··· DATA IN THIS EXERCISE
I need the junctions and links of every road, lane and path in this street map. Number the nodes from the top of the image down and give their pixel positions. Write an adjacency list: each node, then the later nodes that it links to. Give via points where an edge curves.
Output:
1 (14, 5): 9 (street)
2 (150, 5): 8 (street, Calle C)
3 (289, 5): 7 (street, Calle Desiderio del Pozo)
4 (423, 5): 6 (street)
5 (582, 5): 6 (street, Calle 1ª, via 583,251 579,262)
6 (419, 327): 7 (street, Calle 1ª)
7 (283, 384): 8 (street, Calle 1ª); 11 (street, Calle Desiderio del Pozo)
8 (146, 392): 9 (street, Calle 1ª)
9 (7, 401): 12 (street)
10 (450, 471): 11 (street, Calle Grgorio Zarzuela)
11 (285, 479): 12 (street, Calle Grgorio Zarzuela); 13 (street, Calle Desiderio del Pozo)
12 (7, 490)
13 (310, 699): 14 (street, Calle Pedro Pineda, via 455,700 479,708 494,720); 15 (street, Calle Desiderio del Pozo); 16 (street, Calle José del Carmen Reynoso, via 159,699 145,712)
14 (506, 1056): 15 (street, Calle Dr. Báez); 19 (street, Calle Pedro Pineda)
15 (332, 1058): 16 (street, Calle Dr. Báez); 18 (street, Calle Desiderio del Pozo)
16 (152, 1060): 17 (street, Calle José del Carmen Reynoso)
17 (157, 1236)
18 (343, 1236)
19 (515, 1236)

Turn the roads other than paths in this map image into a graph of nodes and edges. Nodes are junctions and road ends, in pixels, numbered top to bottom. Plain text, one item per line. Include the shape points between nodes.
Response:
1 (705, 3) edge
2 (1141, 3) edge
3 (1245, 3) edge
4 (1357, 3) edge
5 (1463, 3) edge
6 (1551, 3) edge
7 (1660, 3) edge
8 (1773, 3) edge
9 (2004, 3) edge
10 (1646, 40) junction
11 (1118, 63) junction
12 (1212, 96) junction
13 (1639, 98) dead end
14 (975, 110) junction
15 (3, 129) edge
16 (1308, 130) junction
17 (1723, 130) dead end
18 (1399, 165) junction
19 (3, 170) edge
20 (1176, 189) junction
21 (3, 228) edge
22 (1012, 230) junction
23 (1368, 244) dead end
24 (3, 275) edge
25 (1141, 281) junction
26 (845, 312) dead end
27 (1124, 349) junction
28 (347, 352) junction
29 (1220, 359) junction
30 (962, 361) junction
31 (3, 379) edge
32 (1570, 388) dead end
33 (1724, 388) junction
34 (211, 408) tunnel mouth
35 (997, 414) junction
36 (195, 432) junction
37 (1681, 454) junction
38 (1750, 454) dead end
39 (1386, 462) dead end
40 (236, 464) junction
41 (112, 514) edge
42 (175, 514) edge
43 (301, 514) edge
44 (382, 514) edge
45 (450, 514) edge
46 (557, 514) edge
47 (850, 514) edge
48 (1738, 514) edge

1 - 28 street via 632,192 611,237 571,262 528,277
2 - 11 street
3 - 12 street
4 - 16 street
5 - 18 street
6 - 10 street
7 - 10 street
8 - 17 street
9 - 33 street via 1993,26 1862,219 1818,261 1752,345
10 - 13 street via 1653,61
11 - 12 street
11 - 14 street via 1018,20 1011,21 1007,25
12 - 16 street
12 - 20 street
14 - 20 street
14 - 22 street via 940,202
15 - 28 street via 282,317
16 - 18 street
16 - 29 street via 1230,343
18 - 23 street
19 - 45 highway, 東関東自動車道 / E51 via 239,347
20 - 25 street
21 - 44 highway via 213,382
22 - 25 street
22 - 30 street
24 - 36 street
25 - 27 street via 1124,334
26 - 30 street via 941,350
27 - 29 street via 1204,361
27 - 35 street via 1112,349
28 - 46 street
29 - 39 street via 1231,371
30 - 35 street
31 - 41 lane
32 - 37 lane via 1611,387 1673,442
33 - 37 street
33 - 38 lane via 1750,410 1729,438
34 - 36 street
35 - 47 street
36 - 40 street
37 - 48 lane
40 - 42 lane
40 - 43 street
······
_PROBLEM_.
Note each line above that holds "points", then copy all of them.

_YOUR SOLUTION_.
I need the junctions and links of every road, lane and path in this street map. Number the nodes from the top of the image down and give their pixel positions. Write an adjacency list: each node, then the later nodes that it links to. Give via points where an edge curves.
Turn the roads other than paths in this map image into a graph of nodes and edges. Nodes are junctions and road ends, in pixels, numbered top to bottom. Plain text, one item per line. Include the shape points between nodes.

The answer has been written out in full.